In the confusion, as Jordanian and American forces edged in to determine what had happened, the staff sergeant’s partner bled to death behind the barrier where he was shot. As the staff sergeant described the gunfight, a stammer in his voice revealed his deep sense of regret that he had been unable to help.
“I didn’t go back to Jimmy,” he said. “I didn’t know the attack was over. I didn’t think I could help him while still in a firefight.”
The video was not shown at Mr. Tawayha’s trial, where he testified that he had thought he was acting within the rules of engagement. But after his conviction spurred protests by his tribe, the Jordanian military and the F.B.I. released the video in hopes it would defuse the unrest, said James R. Moriarty, a Houston lawyer and the father of the slain Sergeant Moriarty.
The release has done little to calm Sergeant Tawayha’s tribe, the Howeitat, which is known in Jordan for its role in the Arab uprising that paved the way for the foundation of the modern kingdom. Many still believe that Sergeant Tawayha was doing his duty and is being punished to please the United States.
“It is not right, but our government is looking for cash and they’ll do anything to get it,” his brother, Abdul-Rahman Abu Tayeh, said in an interview.
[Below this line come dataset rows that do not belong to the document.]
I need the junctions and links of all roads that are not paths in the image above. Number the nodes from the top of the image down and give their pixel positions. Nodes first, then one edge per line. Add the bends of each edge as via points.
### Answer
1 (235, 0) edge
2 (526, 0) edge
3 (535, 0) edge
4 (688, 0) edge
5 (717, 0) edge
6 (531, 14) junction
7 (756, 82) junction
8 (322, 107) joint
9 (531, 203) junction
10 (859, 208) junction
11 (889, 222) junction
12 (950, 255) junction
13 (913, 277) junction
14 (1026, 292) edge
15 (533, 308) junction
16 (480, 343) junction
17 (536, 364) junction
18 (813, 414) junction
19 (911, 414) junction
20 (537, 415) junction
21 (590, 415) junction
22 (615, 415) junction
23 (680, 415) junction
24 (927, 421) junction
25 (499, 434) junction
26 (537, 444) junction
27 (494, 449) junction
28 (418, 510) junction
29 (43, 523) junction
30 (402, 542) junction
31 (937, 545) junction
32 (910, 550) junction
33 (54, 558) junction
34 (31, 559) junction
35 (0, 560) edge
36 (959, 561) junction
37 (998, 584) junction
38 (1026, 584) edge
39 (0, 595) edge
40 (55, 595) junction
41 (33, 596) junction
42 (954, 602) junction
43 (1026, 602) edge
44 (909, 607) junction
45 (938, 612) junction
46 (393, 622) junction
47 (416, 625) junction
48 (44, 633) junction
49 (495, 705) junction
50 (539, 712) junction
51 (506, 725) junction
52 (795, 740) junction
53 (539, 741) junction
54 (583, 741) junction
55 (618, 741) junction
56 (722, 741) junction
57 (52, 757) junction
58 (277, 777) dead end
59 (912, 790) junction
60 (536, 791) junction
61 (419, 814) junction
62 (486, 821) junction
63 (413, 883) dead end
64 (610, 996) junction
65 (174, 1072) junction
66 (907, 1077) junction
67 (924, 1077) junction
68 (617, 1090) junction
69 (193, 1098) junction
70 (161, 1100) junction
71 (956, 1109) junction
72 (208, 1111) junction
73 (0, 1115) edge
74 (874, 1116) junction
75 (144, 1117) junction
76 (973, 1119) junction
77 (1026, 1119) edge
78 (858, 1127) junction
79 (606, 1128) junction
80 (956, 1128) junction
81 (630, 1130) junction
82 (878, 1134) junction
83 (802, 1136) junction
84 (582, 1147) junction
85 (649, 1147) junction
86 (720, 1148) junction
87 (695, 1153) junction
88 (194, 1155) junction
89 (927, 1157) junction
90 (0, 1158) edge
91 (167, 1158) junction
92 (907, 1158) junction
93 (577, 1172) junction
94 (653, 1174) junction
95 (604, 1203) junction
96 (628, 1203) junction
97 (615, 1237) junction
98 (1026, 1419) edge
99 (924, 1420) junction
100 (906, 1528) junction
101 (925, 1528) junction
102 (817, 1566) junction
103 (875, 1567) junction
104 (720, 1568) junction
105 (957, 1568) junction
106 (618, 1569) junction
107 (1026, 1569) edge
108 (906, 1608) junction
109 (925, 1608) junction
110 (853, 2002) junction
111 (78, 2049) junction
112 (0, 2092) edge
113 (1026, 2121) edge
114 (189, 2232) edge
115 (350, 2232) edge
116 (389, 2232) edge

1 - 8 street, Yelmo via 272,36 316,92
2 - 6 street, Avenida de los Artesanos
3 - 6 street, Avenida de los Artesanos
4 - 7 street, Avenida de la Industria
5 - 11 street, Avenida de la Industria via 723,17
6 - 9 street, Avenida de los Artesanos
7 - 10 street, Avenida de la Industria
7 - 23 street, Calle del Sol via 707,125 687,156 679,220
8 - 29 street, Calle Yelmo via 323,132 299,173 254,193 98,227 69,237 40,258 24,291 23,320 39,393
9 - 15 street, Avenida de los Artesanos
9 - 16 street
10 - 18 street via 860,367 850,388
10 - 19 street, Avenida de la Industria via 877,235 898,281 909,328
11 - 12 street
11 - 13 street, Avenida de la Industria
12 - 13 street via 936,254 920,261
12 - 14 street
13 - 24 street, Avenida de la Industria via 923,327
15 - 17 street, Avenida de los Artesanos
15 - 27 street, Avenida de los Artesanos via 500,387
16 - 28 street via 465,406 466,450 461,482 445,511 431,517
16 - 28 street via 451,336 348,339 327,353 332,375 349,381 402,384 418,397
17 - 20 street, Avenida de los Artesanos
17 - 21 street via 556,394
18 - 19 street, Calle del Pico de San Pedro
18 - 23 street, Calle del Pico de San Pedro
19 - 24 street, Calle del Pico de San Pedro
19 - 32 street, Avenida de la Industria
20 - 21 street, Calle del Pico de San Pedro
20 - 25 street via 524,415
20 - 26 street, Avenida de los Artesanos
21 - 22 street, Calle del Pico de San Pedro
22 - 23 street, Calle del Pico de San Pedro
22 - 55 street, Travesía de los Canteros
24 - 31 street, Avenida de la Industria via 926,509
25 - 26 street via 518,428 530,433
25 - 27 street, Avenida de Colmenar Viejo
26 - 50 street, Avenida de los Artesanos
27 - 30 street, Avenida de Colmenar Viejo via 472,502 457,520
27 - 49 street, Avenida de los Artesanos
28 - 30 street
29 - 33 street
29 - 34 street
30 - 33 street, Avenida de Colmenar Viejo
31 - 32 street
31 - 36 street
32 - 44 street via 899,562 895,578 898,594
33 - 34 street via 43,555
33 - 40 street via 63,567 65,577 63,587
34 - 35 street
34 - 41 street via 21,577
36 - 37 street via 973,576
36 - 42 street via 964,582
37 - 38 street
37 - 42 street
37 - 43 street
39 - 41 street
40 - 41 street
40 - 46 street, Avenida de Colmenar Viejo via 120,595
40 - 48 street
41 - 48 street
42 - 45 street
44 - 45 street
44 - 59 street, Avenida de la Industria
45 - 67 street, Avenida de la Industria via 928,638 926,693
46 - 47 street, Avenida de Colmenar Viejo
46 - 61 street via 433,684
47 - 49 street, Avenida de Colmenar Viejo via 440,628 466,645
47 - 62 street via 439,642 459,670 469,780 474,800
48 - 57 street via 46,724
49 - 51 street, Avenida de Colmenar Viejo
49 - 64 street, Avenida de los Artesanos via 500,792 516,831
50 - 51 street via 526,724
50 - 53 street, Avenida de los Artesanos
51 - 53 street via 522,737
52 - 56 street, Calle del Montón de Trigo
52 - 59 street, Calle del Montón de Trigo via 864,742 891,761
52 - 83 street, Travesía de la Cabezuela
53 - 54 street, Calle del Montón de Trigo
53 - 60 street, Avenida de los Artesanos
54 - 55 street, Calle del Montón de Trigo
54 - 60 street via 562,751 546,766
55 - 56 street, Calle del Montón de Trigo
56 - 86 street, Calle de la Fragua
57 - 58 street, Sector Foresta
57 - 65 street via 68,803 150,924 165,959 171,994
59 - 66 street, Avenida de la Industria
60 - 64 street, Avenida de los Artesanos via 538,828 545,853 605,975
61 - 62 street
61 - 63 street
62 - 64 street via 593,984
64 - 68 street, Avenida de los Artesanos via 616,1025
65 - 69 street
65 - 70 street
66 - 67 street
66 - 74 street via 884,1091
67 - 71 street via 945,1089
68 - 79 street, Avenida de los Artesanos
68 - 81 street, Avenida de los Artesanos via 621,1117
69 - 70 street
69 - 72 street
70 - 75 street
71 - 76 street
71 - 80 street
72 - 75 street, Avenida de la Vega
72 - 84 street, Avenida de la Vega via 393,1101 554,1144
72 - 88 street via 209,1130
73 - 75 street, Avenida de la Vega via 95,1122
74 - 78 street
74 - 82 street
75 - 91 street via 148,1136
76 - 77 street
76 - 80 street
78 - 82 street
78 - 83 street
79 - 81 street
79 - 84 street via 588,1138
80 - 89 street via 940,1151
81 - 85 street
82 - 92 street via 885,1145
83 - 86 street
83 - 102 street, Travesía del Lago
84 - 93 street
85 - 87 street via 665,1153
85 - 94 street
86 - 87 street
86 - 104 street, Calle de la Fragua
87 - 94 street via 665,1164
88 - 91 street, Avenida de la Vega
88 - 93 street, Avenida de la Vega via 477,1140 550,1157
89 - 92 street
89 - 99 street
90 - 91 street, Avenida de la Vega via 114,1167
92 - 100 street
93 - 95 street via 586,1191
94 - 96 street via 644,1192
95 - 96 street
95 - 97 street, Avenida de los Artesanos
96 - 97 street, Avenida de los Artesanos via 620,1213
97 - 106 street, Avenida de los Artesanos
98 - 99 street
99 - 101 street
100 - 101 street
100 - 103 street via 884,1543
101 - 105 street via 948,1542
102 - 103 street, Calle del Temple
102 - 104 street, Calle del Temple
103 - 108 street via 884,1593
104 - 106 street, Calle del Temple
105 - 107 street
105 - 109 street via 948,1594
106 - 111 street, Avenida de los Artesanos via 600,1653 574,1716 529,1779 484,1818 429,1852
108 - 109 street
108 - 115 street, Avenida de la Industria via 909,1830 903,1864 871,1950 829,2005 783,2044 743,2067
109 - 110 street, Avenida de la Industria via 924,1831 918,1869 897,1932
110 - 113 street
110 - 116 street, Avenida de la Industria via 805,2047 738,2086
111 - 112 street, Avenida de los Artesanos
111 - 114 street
Sergeant Tawayha was in the military for more than a decade and often worked with Americans, his brother said, so what he did made no sense.
“We lived for years and years with the Americans, so why would we want a problem with them now?” said Lafi Abu Tayeh, another relative of Sergeant Tawayha’s who helps coordinate the protests. “But since the ruling, they are not welcome here.”
The staff sergeant, who attended parts of the gunman’s trial, said he, too, was perplexed by the man’s motives. The gunman remained consistent in his insistence that he had thought the base was under attack, the staff sergeant said.
“But there is no rational person who chases two attackers from the safety of the guard shack without backup,” he said. “It just still doesn’t make sense.”